Pre-nuptial agreements as part of Succession Planning for Farming Families - Walker Foster Solicitors Pre-nuptial agreements as part of Succession Planning for Farming Families - Walker Foster Solicitors

Pre-nuptial agreements as part of Succession Planning for Farming Families

The Pre-nuptial agreements as part of Succession Planning for Farming Families

Official statistics show that 42% of all UK marriages are now ending in divorce.  These statistics affect farmers as much as the general population, however, for farmers, in common with other business owners, the financial and emotional fall-out following a divorce can be disastrous for the family, potentially leading to the break-up or sale of the farm.

In all divorces, the starting point is equal division of the matrimonial assets and, in most divorces, the most valuable of all the assets will be the former matrimonial home and any family business.

The Matrimonial Home

In many farming families, the matrimonial home will be the farmhouse (as part of the farm) and this is likely to have been passed down through many generations of the family.   There has been much debate as to the extent that inherited assets brought into the marriage should be considered upon divorce since the landmark farming case of White v White was decided in the House of Lords in 2000.  Inherited assets do not automatically fall into the `matrimonial pot’ for sharing but neither are they automatically excluded. The court considers all the circumstances of the parties, including the length of the marriage and each party’s reasonable needs in deciding who should receive what.   However, the matrimonial home itself is a special category of assets and it is hard to argue that inherited farms should not be regarded as a matrimonial asset when the couple have lived in, and potentially brought up a family, in that farmhouse.

The Farming Partnership

Many farms are run as partnerships, often with other family members, who will also be anxious as to the financial outcome of divorce proceedings. Farms are increasingly valuable assets.  A recent post-pandemic UK Agricultural Land Market Survey indicates that the average value of GB’s 39.8 million acres was  £7,000 per acre in the first quarter of 2021.  Post Brexit environmental policy is predicted to shape land use opportunities for land-owners in the next decade and with the climate change agenda, it is predicted that demand from new entrants will further increase land values, predicted to be up 3% in 2021 on the first quarter.  These increases in land and property values means that, in many cases, farmers will have little option but to sell parcels of land or borrow money in order to finance a divorce settlement.  
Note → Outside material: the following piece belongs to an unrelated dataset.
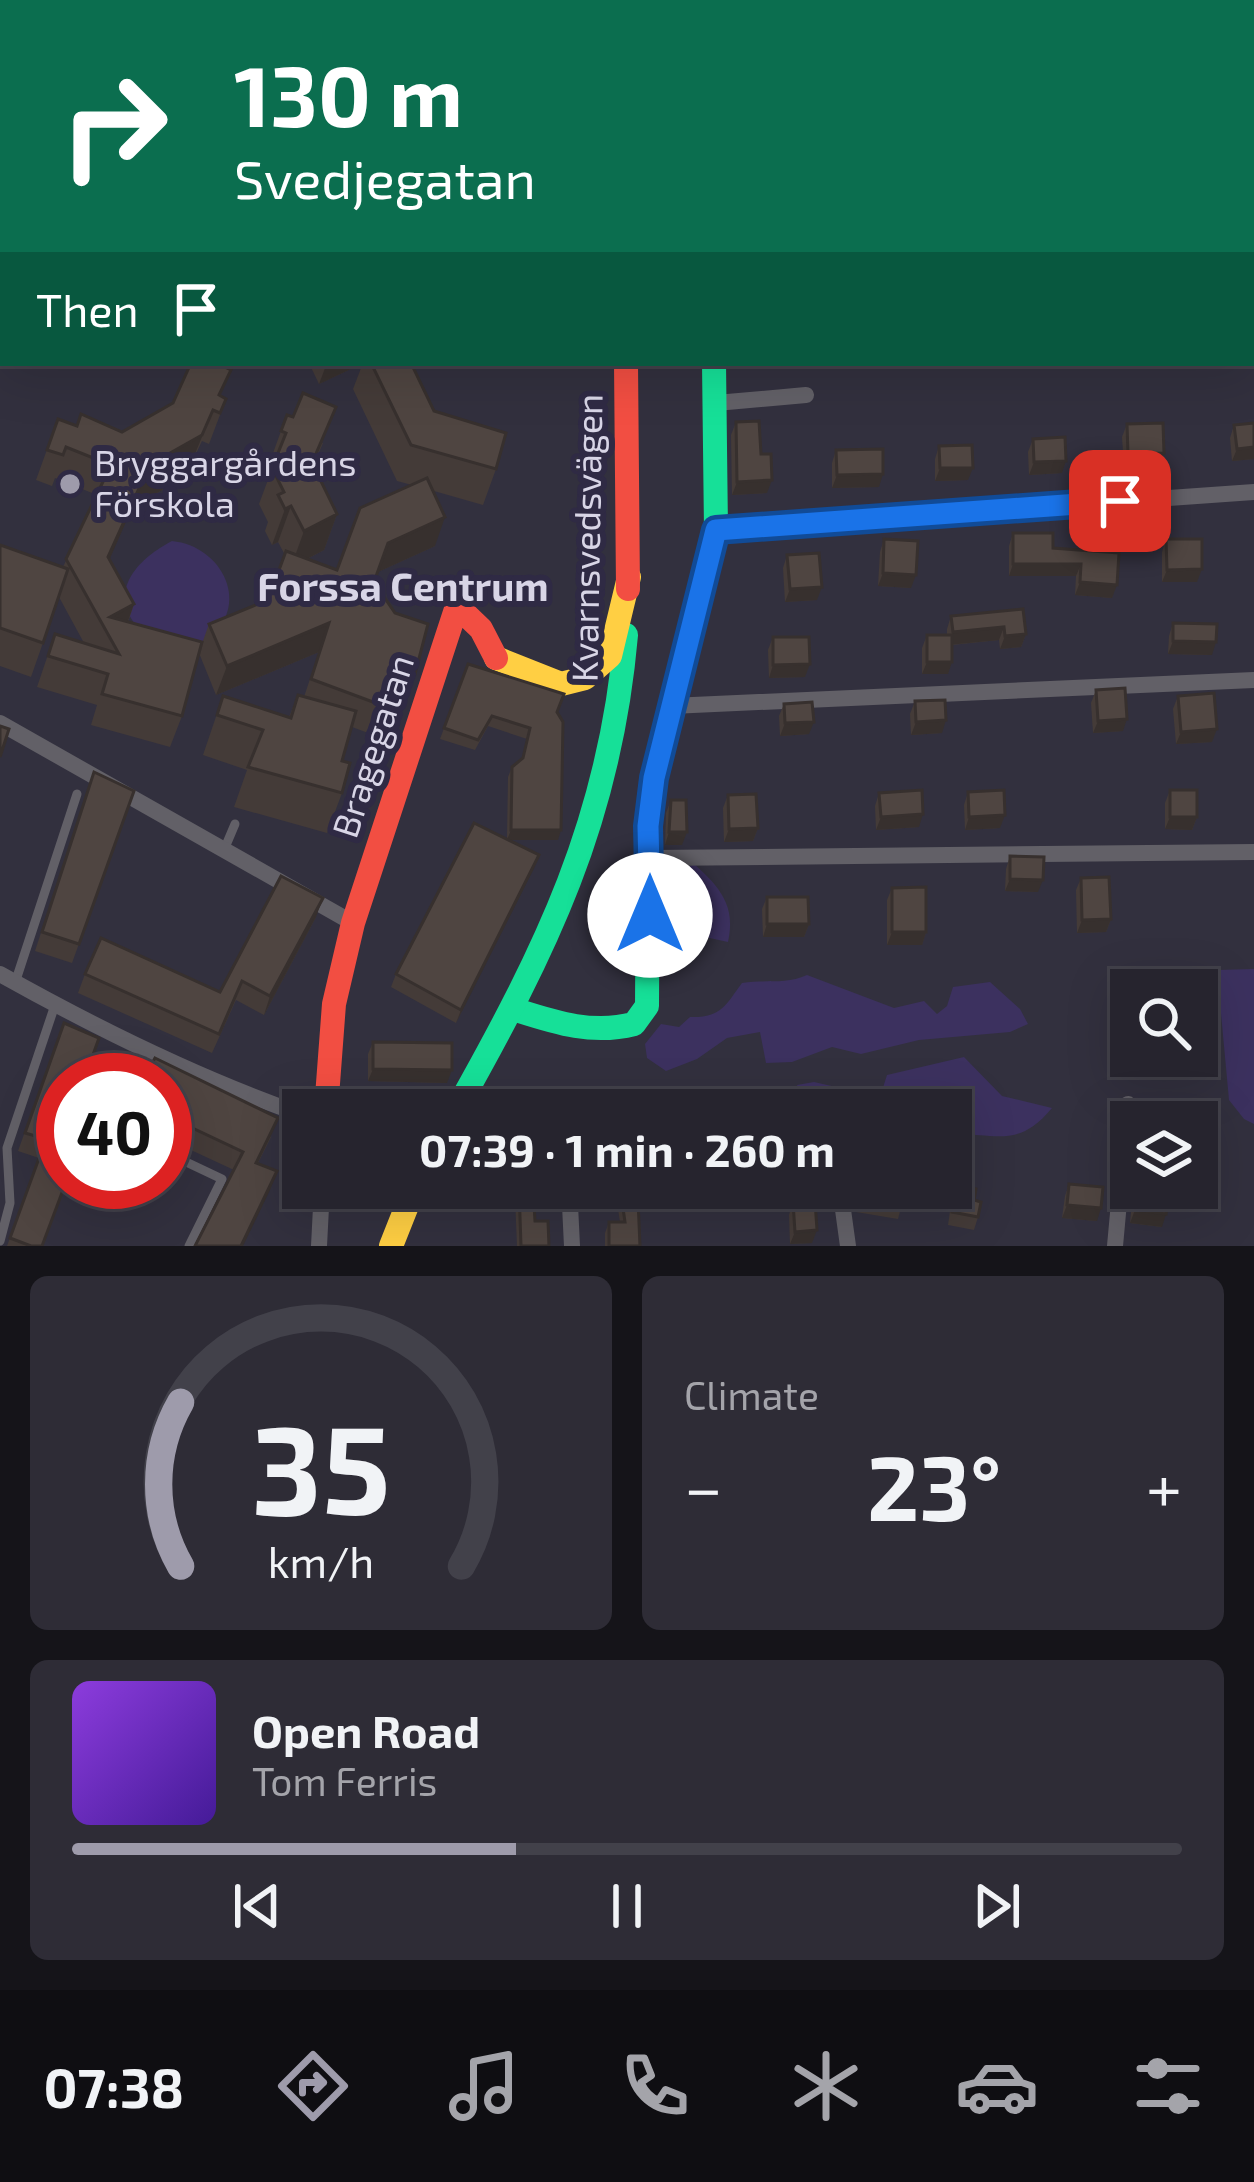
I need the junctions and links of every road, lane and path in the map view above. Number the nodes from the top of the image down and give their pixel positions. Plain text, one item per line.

Pre-nuptual and Post-Nuptual Agreements

Given what is at stake and the attention that most farming families rightly give to active succession planning, serious consideration of pre/post-nuptial agreements should be part of that succession planning process.  These agreements set out in detail what will happen financially if the marriage ends and provide some security and reassurance for both spouses and for other family members involved in the farming business.

Although pre/postnuptial agreements are not yet legally binding in the UK, they have become increasingly taken into account by the courts in England and Wales following the landmark Supreme Court judgement in the case of Radmacher v Granatino in 2010, where the judge took a pre-nuptial agreement into consideration when determining the financial settlement.

The court in that case handed down guidance as to the essential pre-requisites before entering into such agreements, including that the agreement is entered into freely and willingly by both parties and that it does not result in an unfair settlement for either spouse. Each party should obtain independent legal advice before signing the agreement, which should be finalised in good time, and certainly not on the eve of the wedding!  Observing these formalities will significantly increase the chances of the agreement being fully upheld by the court in any subsequent matrimonial financial proceedings.

It is true to say that most of us do not consider such agreements to be romantic but, as a means of protecting a farming family’s livelihood, they are an essential aspect of the family’s succession planning. It is a little-known fact that spouses who have lived with each other before committing to marriage will have those years added to the length of the marriage.  Potentially, this can make a huge difference in terms of what is a fair settlement.  Farming families are becoming increasingly business savvy with some even including a clause in their partnership agreement providing that children joining the partnership enter into pre-nuptual (or even co-habitation agreements) before tying the knot or living together.